Partner and Senior Portfolio Manager at Ninepoint Partners Eric Nuttall says he thinks oil is mispriced amid geopolitical risks.
Bloomberg News reported that oil prices fluctuated around US$70 per barrel Wednesday morning after falling on Tuesday as many market participants continue to monitor geopolitical risks regarding escalations in the Middle East. On Tuesday, Nuttall said that given the current situation, there is the potential for “an actual physical” supply disruption in the Middle East.
“Geopolitical risk is the highest in my 21 (year) career today. And yet there’s no risk premium in the oil price. Well, why is that? People believe: ‘Well OPEC has all this spare capacity, they can just turn a couple of vowels and it’s on the next day,’” Nuttall said.
“And so that’s preventing oil from reflecting any semblance of the real risk that the world faces right now.”
He also said he thinks the relationship between oil prices and risk has “completely broken down.”
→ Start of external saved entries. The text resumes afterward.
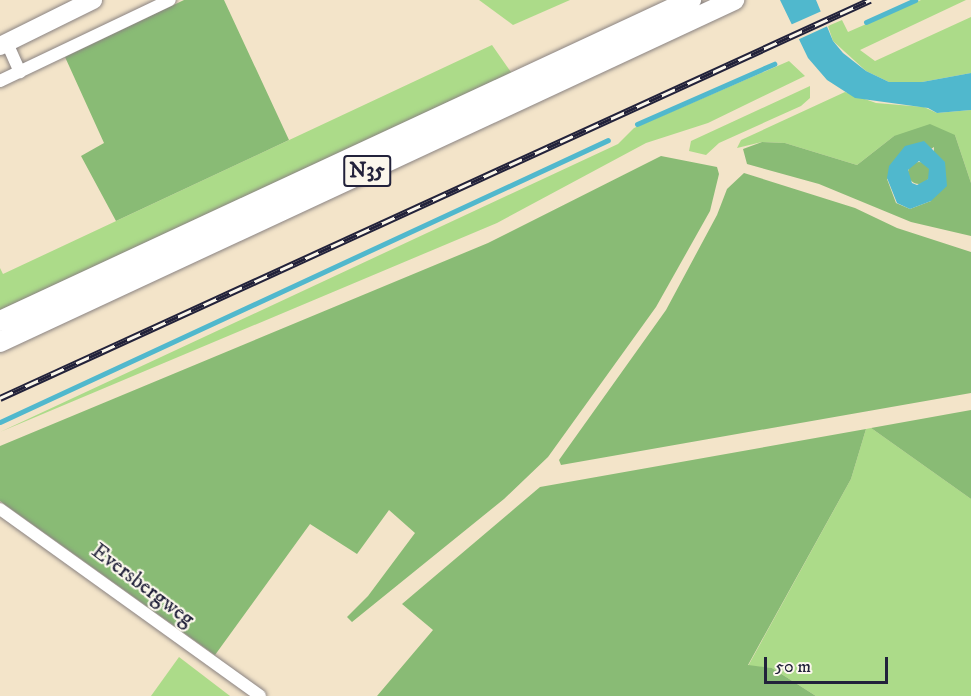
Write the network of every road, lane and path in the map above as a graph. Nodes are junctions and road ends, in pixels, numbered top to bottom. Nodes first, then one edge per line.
1 (93, 0) edge
2 (170, 0) edge
3 (692, 0) edge
4 (734, 0) edge
5 (3, 45) edge
6 (20, 72) junction
7 (0, 81) edge
8 (0, 321) edge
9 (0, 342) edge
10 (0, 509) edge
11 (260, 696) edge

1 - 5 street
2 - 6 street
3 - 8 main road, N35
4 - 9 main road, N35
5 - 6 street
6 - 7 street
10 - 11 street, Eversbergweg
“If you look at where global oil inventories sit relative to demand, it would be suggestive of a Brent price today in the mid-eighties and we’re very clearly not there today. And so, there’s a lot of reasons for that. I think there’s a sentiment issue. You have very weak paper demand for oil,” he said.
According to Nuttall, there are a number of “false narratives” in the market.
“But when I reflect on it today, we’ve never consumed more oil than we have in the history of humanity. Global oil inventories are either at or near their lowest levels in history,” he said.
Nuttall added that he thinks oil is mispriced by around $10 per barrel based on current inventory levels.